After China hammering United States with US$3 billion tariffs on Monday, the stock markets including Canadian marijuana stocks plummeted in the same day.
Canada’s three major marijuana stocks all saw declines on the TSX.
Aurora Cannabis Inc. (TSX:ACB) was down 23 cents, or 2.47 per cent, to $9.07 on 9.7 million shares. Aphria Inc. (TSX:APH) also went down 24 cents, or 2.09 per cent, to $11.25 on 5.4 million shares. And Canada’s biggest marijuana company, Canopy Growth Corp. (TSX:WEED), down $1.65, or 4.90 per cent, to $32.01 on 5.3 million shares.
However, Canopy on Tuesday started climbing up to more than $32.
While China’s imposition of tariffs on U.S. goods including pork and apples was expected, the move sent markets down in what is morphing into a trade war, said Craig Fehr, a Canadian markets strategist at Edward Jones in St.

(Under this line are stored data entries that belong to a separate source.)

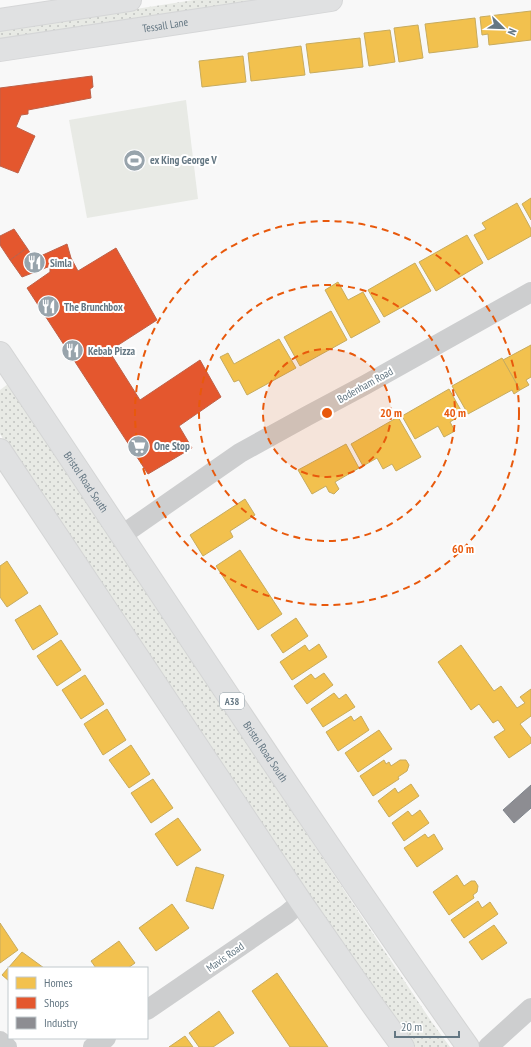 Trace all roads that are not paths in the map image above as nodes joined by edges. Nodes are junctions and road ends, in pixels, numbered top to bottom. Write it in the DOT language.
graph roads {
  1 [pos="130,0"];
  2 [pos="331,0"];
  3 [pos="0,20"];
  4 [pos="0,50"];
  5 [pos="531,292"];
  6 [pos="0,354"];
  7 [pos="0,450"];
  8 [pos="122,535"];
  9 [pos="302,902"];
  10 [pos="531,1008"];
  11 [pos="148,1009"];
  12 [pos="105,1039"];
  13 [pos="0,1041"];
  14 [pos="7,1047"];
  15 [pos="93,1047"];
  16 [pos="403,1047"];
  17 [pos="468,1047"];
  18 [pos="488,1047"];
  1 -- 3 [label="main road"];
  2 -- 4 [label="main road, Tessall Lane"];
  5 -- 8 [label="street, Bodenham Road"];
  6 -- 8 [label="main road, Bristol Road South / A38"];
  7 -- 9 [label="main road"];
  8 -- 17 [label="main road, Bristol Road South / A38"];
  9 -- 11 [label="street, Mavis Road"];
  9 -- 16 [label="main road"];
  10 -- 18 [label="street"];
  12 -- 15 [label="street"];
  13 -- 14 [label="street"];
}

Louis.
“The general sentiment in equity markets has certainly shifted to one of caution, so I think today is one of those days where the news certainly wasn’t new by any stretch, but the potential that this protectionist rhetoric will eventually spill into something a little more widespread in terms of a trade war continues to worry equity markets.”
The Chinese tariffs were in retaliation to U.S. President Donald Trump’s imposition of steel and aluminum tariffs on a number of countries but focused on Chinese production. Trump has also proposed tariffs on a wider range of about US$60 billion worth of Chinese goods that China has yet to respond to beyond promising it will defend itself.
Trump is also readying to impose more than $50 billion on Chinese goods to punish Beijing over what Washington claims as misappropriated American intellectual property. The allegations are dismissed and denied by Beijing.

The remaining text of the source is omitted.